§ **Dataset extract**:
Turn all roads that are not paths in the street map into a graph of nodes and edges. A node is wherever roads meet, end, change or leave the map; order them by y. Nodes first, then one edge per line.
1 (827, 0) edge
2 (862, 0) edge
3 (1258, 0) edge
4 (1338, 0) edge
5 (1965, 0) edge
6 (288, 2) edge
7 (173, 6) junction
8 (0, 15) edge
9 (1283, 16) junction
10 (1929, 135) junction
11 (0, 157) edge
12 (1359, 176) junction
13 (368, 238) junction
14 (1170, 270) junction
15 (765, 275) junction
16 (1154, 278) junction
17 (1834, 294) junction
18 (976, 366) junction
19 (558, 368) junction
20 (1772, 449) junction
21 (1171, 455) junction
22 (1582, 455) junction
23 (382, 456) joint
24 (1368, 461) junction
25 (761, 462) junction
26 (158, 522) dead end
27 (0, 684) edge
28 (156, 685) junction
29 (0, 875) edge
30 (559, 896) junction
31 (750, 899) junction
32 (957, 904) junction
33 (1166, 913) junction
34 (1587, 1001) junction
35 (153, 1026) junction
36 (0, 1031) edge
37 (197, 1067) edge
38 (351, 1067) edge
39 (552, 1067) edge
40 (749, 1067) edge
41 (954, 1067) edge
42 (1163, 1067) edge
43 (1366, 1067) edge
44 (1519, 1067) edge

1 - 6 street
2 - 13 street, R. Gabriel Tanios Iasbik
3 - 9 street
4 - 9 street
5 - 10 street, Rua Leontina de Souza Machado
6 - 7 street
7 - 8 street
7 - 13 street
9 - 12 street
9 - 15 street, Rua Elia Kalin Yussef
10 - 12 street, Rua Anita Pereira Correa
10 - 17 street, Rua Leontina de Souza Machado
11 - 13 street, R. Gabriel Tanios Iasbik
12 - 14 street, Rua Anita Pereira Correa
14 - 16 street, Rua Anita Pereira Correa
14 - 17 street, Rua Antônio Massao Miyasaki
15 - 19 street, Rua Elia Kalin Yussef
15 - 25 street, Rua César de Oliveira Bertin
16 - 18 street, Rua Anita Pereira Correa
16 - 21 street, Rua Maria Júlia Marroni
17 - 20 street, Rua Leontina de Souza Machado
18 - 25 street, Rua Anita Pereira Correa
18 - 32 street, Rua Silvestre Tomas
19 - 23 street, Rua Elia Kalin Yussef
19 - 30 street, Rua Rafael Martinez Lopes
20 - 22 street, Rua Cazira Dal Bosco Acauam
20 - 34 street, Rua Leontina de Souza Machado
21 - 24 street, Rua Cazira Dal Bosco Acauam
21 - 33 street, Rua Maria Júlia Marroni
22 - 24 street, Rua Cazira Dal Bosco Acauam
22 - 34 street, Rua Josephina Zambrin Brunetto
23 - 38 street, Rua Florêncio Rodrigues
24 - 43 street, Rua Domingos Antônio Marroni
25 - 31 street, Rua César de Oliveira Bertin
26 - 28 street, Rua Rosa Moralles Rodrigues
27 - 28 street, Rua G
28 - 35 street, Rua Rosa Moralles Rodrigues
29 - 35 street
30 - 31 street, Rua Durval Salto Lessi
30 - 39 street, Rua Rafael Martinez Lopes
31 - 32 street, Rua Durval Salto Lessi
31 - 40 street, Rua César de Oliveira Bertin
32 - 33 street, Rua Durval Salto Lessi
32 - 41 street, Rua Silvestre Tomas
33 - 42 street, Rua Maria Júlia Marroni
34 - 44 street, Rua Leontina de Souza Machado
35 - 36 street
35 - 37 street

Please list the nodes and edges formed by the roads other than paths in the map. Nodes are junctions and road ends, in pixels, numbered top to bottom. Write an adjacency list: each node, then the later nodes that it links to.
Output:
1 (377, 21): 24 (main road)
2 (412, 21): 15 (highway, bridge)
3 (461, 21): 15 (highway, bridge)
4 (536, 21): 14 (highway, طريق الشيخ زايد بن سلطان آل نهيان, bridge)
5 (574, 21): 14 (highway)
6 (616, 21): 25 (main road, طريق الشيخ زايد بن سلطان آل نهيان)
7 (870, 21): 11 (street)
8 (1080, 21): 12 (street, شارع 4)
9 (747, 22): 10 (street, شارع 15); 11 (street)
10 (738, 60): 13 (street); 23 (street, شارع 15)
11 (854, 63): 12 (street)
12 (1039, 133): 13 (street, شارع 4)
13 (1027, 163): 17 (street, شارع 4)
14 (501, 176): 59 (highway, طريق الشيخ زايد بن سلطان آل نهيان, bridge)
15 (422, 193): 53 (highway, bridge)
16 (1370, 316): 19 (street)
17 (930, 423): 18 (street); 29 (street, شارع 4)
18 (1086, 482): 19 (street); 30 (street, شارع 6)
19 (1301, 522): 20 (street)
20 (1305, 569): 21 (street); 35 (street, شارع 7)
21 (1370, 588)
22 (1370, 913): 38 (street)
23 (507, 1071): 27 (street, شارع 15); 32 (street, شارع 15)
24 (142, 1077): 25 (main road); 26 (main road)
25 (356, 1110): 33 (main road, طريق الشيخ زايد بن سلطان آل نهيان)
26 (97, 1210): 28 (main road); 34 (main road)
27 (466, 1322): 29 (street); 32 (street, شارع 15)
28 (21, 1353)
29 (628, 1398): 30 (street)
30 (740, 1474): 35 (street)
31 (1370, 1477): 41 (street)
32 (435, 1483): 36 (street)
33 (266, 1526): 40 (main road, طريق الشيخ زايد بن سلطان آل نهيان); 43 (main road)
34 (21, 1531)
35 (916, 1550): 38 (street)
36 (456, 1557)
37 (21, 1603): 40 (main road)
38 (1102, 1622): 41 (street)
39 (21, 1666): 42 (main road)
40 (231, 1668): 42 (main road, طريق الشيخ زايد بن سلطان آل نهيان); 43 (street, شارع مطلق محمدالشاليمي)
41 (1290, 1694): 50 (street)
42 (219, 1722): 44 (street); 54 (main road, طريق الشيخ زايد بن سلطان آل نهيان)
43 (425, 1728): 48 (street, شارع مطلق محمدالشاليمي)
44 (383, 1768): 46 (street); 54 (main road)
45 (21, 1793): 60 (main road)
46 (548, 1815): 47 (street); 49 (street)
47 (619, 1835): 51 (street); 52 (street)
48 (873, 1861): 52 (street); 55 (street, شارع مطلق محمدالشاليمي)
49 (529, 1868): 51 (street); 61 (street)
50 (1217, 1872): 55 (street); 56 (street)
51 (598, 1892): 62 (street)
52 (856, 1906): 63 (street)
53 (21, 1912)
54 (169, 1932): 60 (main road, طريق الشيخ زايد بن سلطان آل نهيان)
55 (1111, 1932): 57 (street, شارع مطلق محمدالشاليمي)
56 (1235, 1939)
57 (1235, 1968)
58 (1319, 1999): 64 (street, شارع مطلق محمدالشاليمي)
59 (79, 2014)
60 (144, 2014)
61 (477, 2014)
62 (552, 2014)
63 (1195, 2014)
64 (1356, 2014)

§ **Task directions**:
Each line above that contains the string "محمدالشاليمي" should be identified and copied.

§ **Problem solution**:
40 (231, 1668): 42 (main road, طريق الشيخ زايد بن سلطان آل نهيان); 43 (street, شارع مطلق محمدالشاليمي)
43 (425, 1728): 48 (street, شارع مطلق محمدالشاليمي)
48 (873, 1861): 52 (street); 55 (street, شارع مطلق محمدالشاليمي)
55 (1111, 1932): 57 (street, شارع مطلق محمدالشاليمي)
58 (1319, 1999): 64 (street, شارع مطلق محمدالشاليمي)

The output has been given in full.